Water News

    No Swimming During Milfoil Treatment September 8-9 at South Fio Rito, WA

    ELLENSBURG, WA – An herbicide treatment by the Washington Department of Fish and Wildlife (WDFW) for Eurasian milfoil in Kittitas County’s South Fio Rito Lake will close the lakes to swimming Sept. 8-9.

    Lake water use for irrigation or potable drinking water will also be temporarily suspended during the treatment, as required by the Washington Department of Ecology herbicide application permit.

    Signs will be posted advising swimmers to stay out of the water when the lake in Ellensburg is treated with 2-4-D herbicide, said David Heimer, noxious weed coordinator at WDFW. Fishing in the lake will not be affected, he said.

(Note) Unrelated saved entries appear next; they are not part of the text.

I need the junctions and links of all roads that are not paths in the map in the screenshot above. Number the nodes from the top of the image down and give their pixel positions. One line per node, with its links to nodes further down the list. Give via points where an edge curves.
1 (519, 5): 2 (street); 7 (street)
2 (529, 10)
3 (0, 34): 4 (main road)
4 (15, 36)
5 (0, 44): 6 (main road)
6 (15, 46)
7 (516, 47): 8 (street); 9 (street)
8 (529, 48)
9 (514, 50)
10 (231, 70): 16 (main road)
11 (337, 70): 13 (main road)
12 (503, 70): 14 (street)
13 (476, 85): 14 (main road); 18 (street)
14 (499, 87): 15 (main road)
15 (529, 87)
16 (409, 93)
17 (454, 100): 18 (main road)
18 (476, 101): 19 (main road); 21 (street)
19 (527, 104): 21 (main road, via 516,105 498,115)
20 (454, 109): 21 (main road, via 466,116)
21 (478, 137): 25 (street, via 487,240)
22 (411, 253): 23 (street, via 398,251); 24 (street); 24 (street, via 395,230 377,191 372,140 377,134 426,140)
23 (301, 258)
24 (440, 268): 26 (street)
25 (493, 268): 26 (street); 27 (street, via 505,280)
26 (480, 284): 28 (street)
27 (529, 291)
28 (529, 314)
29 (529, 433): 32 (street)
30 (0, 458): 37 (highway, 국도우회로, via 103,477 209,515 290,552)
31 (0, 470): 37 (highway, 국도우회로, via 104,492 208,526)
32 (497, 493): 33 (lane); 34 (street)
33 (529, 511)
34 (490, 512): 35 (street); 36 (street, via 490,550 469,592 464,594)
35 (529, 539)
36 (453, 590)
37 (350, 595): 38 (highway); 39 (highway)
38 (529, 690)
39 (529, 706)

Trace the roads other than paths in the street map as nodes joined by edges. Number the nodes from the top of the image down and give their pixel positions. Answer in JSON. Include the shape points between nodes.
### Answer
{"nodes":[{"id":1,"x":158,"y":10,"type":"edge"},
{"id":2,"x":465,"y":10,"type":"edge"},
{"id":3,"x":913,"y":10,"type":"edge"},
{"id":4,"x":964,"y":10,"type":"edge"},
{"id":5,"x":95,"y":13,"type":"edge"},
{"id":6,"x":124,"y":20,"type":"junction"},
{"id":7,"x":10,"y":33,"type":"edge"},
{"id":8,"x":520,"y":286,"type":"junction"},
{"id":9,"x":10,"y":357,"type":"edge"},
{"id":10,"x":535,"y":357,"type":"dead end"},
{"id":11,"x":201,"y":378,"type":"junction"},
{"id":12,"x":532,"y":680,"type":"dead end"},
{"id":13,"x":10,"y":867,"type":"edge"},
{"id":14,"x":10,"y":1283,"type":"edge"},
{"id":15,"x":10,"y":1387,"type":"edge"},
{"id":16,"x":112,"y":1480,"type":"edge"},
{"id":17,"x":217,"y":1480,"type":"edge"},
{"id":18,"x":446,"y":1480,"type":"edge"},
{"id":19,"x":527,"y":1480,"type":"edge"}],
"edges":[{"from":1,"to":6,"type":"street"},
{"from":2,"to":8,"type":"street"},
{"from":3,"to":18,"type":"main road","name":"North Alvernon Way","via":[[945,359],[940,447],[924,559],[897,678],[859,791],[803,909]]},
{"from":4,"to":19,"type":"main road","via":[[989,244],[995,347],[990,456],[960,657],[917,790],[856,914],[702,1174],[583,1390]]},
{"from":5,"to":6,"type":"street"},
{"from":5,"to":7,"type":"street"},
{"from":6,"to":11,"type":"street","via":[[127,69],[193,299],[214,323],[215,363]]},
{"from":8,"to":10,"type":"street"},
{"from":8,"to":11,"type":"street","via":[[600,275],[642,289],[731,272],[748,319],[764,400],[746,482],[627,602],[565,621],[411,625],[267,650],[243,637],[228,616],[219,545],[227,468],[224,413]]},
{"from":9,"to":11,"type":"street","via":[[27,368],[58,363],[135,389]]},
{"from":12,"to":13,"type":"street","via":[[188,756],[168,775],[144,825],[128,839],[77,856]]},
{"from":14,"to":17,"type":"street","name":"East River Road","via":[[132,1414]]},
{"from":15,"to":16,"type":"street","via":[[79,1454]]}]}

    “The lake is managed for fishing, not swimming,” Heimer said. “There’s no lifeguard, and we don’t recommend that people swim in the lake at any time of year.”

    Eurasian water milfoil is an invasive, non-native plant that chokes out native habitat for fish and wildlife if allowed to spread. Heimer estimates it will take less than a week for herbicide concentrations to drop sufficiently to allow water uses such as irrigation to resume.

    “This herbicide degrades rapidly, but treated water should not be used for irrigation or potable uses until concentrations diminish,” said Heimer, noting that the lake water will be sampled after the treatment.

    WDFW will also treat the shorelines of North and South Fio Rito lakes with imazapyr herbicide to control yellow flag iris, another invasive plant. No lake-use restrictions are necessary for that work, which will be done at the same time as the 2-4-D treatment, Heimer said.

    Previous treatments have significantly reduced milfoil in the lakes, although some milfoil concentrations remain along the shoreline. Samples from snorkeling surveys will check for any missed milfoil later this summer. If any re-treatment is needed, public notice will be given in advance.

    The weed control work is a cooperative project of WDFW, the Kittitas Noxious Weed Control Board, state departments of Agriculture and Ecology, and the Kittitas Field and Stream Club.